Initially introduced in Europe in 1990, the 4-day week has recently made a comeback in some European countries. Employees keep the same salary but condense or reduce their working hours.
The 4-day week: less productivity or condensed hours?
Contrary to what we might think, the 4-day week has existed in France since 1996, with the Robien law, which suggested moving to 32 hours with the obligation to recruit at least 10% of employees on permanent contracts.
Reduced working time would have allowed companies to reduce their social security contributions. The Aubry law and the switch to the 35-hour week replaced the law.
Companies that want to implement this 4-day system have two options: the first is reducing the number of hours per week, going from 35 to 32.
The second option is increasing the number of hours worked per day, splitting the 35 hours across 4 days, with employees working 9.5 hours each day instead of 8. These companies would have to limit their meetings and encourage independent work.
This system has two objectives: on the one hand, employees would benefit from a long weekend and gain a better work-life balance. On the other hand, the quality and productivity of their work would improve.
Energy savings could also be another objective of this model. The current energy crisis may well increase the adoption of this working week, much like Covid did for working from home. By reducing the number of days, employers would obviously reduce energy consumption.
Promising results around the world
While Spain and the UK are still in the testing phase, Belgium took the plunge in October and officially adopted the 4-day week. However, the Belgian government has opted to condense working hours.
On 29 September 2022, the Belgian Chamber of Representatives approved the “employment deal”. The government offered the choice between 4 or 5 days working for 35 hours, keeping the same workload.
However, company managers must approve the switch to a 4-day week, or if they refuse, they must give reasons. Employees can alternate between a 4- and 5-day working week depending on their personal obligations.
In the UK, a test phase has been underway for the past 6 months since June 2022, with positive initial results. 88% of companies are happy with this new set-up, and 86% of them plan to keep it after the initial trial period.
Spain is also currently experimenting with a 32-hour working week with 40 hours’ pay. 40,200 companies are participating in the test which runs until 2025. This experiment was inspired by the Icelandic model without pay loss, which was tested from 2015 to 2019. The model’s results were conclusive, with increased productivity and employee well-being.
This setup is not very common in France but is beginning to prove its worth in Europe. Does the French labor market need reforming?
Does it have a future in France?
Although the 4-day week has long been a topic of discussion in France, it has yet to gain unanimous support from companies and politicians.
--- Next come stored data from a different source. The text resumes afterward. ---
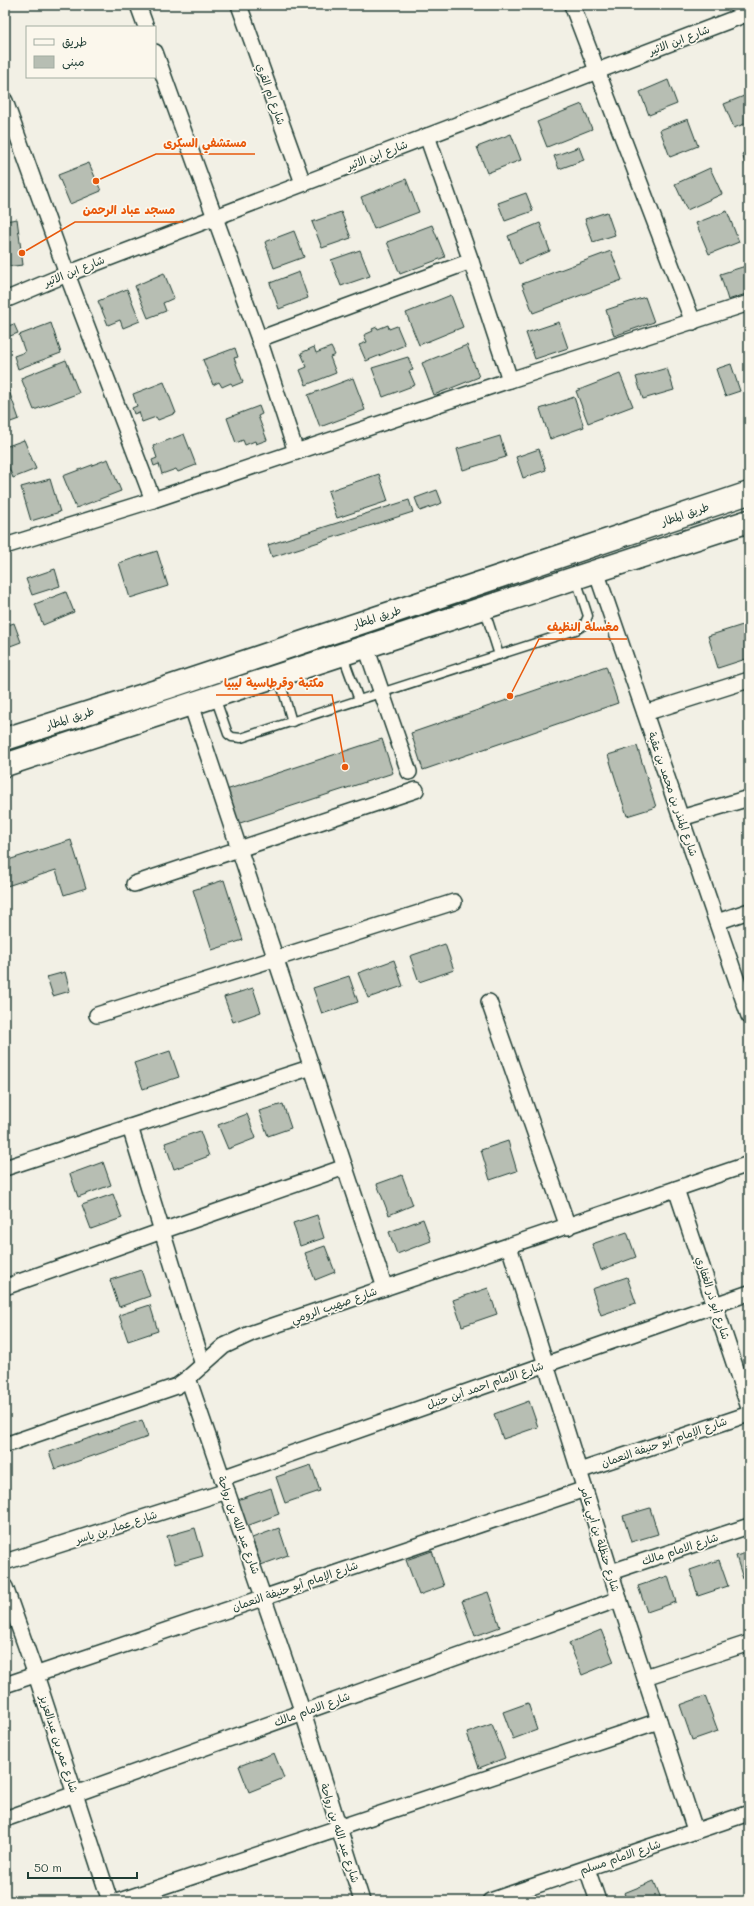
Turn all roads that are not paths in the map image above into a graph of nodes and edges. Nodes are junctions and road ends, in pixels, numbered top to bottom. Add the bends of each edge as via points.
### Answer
1 (138, 5) edge
2 (239, 5) edge
3 (572, 5) edge
4 (749, 13) edge
5 (146, 26) edge
6 (156, 55) edge
7 (597, 71) junction
8 (5, 101) edge
9 (427, 136) junction
10 (303, 183) junction
11 (216, 217) junction
12 (471, 261) junction
13 (67, 274) junction
14 (5, 300) edge
15 (749, 303) edge
16 (694, 322) junction
17 (259, 339) junction
18 (510, 380) junction
19 (296, 452) junction
20 (749, 493) edge
21 (153, 500) junction
22 (749, 522) edge
23 (5, 546) edge
24 (596, 571) junction
25 (576, 578) junction
26 (484, 608) junction
27 (366, 647) junction
28 (343, 654) junction
29 (499, 655) junction
30 (279, 675) junction
31 (749, 680) edge
32 (382, 693) junction
33 (215, 696) junction
34 (359, 700) junction
35 (191, 704) junction
36 (645, 713) junction
37 (292, 722) junction
38 (5, 739) edge
39 (5, 765) edge
40 (409, 772) dead end
41 (416, 790) dead end
42 (749, 798) edge
43 (681, 818) junction
44 (240, 849) junction
45 (134, 884) dead end
46 (454, 902) dead end
47 (749, 911) edge
48 (717, 922) junction
49 (276, 959) junction
50 (489, 1002) dead end
51 (97, 1015) dead end
52 (749, 1016) edge
53 (312, 1067) junction
54 (130, 1127) junction
55 (749, 1164) edge
56 (345, 1167) junction
57 (5, 1168) edge
58 (676, 1189) junction
59 (568, 1227) junction
60 (162, 1231) junction
61 (509, 1246) junction
62 (5, 1287) edge
63 (385, 1288) junction
64 (749, 1294) edge
65 (715, 1305) junction
66 (546, 1363) junction
67 (203, 1365) junction
68 (188, 1378) junction
69 (749, 1408) edge
70 (749, 1414) edge
71 (5, 1445) edge
72 (579, 1471) junction
73 (225, 1485) junction
74 (585, 1489) junction
75 (749, 1526) edge
76 (5, 1562) edge
77 (611, 1572) junction
78 (5, 1587) edge
79 (264, 1596) junction
80 (619, 1599) junction
81 (749, 1643) edge
82 (36, 1675) junction
83 (645, 1677) junction
84 (5, 1685) edge
85 (303, 1713) junction
86 (659, 1721) junction
87 (75, 1794) junction
88 (749, 1813) edge
89 (5, 1819) edge
90 (338, 1828) junction
91 (695, 1830) junction
92 (587, 1868) junction
93 (110, 1901) edge
94 (119, 1901) edge
95 (362, 1901) edge
96 (490, 1901) edge
97 (598, 1901) edge

1 - 5 street
2 - 10 street, شارع ام القري
3 - 7 street
4 - 7 street, شارع ابن الاثير
6 - 11 street
7 - 9 street, شارع ابن الاثير
7 - 16 street
8 - 13 street
9 - 10 street, شارع ابن الاثير
9 - 12 street
10 - 11 street, شارع ابن الاثير
11 - 13 street, شارع ابن الاثير
11 - 17 street
12 - 17 street
12 - 18 street
13 - 14 street, شارع ابن الاثير
13 - 21 street
15 - 16 street
16 - 18 street
17 - 19 street
18 - 19 street
19 - 21 street
20 - 38 highway, طريق المطار via 169,687
21 - 23 street
22 - 24 highway
24 - 25 highway
24 - 36 street, شارع المنذر بن محمد بن عقبة
25 - 26 highway
25 - 29 lane via 588,610 584,625 576,630
26 - 27 highway
26 - 29 lane
27 - 28 highway
27 - 32 street
28 - 30 highway
28 - 34 lane
29 - 32 lane
30 - 33 highway
30 - 37 lane
31 - 36 street
32 - 34 lane
32 - 40 street
33 - 35 highway
33 - 37 lane via 225,729 232,737 242,738
34 - 37 lane
35 - 39 highway
35 - 44 street
36 - 43 street, شارع المنذر بن محمد بن عقبة
41 - 44 street
42 - 43 street
43 - 48 street, شارع المنذر بن محمد بن عقبة
44 - 45 street
44 - 49 street
46 - 49 street
47 - 48 street
48 - 52 street, شارع المنذر بن محمد بن عقبة
49 - 51 street
49 - 53 street
50 - 59 street
53 - 54 street
53 - 56 street
54 - 57 street
54 - 60 street
55 - 58 street, شارع صهيب الرومي
56 - 60 street
56 - 63 street
58 - 59 street, شارع صهيب الرومي
58 - 65 street, شارع أبو ذر الغفاري
59 - 61 street, شارع صهيب الرومي
60 - 62 street
60 - 67 street
61 - 63 street, شارع صهيب الرومي
61 - 66 street, شارع حنظلة بن أبي عامر
63 - 67 street, شارع صهيب الرومي via 252,1333 224,1346
64 - 65 street, شارع الامام احمد أبن حنبل
65 - 66 street, شارع الامام احمد أبن حنبل
65 - 69 street, شارع أبو ذر الغفاري
66 - 72 street, شارع حنظلة بن أبي عامر
66 - 73 street, شارع الامام احمد أبن حنبل
67 - 68 street, شارع صهيب الرومي
68 - 71 street, شارع صهيب الرومي via 177,1386
68 - 73 street, شارع عبد الله بن رواحة
70 - 72 street, شارع الإمام أبو حنيفة النعمان
72 - 74 street, شارع حنظلة بن أبي عامر
73 - 76 street, شارع عمار بن ياسر
73 - 79 street, شارع عبد الله بن رواحة
74 - 77 street, شارع حنظلة بن أبي عامر
74 - 79 street, شارع الإمام أبو حنيفة النعمان
75 - 77 street, شارع الامام مالك
77 - 80 street, شارع حنظلة بن أبي عامر
78 - 82 street, شارع عمر بن عبدالعزيز
79 - 82 street, شارع الإمام أبو حنيفة النعمان
79 - 85 street, شارع عبد الله بن رواحة
80 - 83 street, شارع حنظلة بن أبي عامر
80 - 85 street, شارع الامام مالك
81 - 83 street
82 - 84 street, شارع الإمام أبو حنيفة النعمان
82 - 87 street, شارع عمر بن عبدالعزيز
83 - 86 street, شارع حنظلة بن أبي عامر
85 - 87 street, شارع الامام مالك
85 - 90 street, شارع عبد الله بن رواحة
86 - 90 street
86 - 91 street, شارع حنظلة بن أبي عامر
87 - 89 street, شارع الامام مالك
87 - 93 street, شارع عمر بن عبدالعزيز
88 - 91 street, شارع الامام مسلم
90 - 94 street
90 - 95 street, شارع عبد الله بن رواحة
91 - 92 street, شارع الامام مسلم
92 - 96 street, شارع الامام مسلم
92 - 97 street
The People At Work 2022 study revealed that 64% of French employees would like more flexibility in how they organize their working hours with the possibility of condensing them into 4 working days.
Furthermore, 27% of employees would be willing to accept a pay cut in exchange for more flexible working hours, while only 19% of companies have a flexitime policy in place.
Only 5% of French companies have adopted the 4-day week thanks to the 1996 Robien law. However, France’s former Labour Minister, Elisabeth Borne, said that “imposing such a measure” was impossible and that companies should be given a choice.
One of the companies to have adopted this system is the LDLC group, which has seen an increase in the productivity of its employees according to its president, Laurent de la Clergerie.
Welcome to The Jungle worked together with a consulting firm and a company specializing in well-being at work to adopt this model in 2019. One of the main results of this approach is that reducing the number of working days from 5 to 4 has not lowered production.
But this system’s efficiency and appeal do not necessarily make it easy to implement. It’s still too restrictive to be implemented in some sectors. Nevertheless, will we soon see it in France? Time will tell.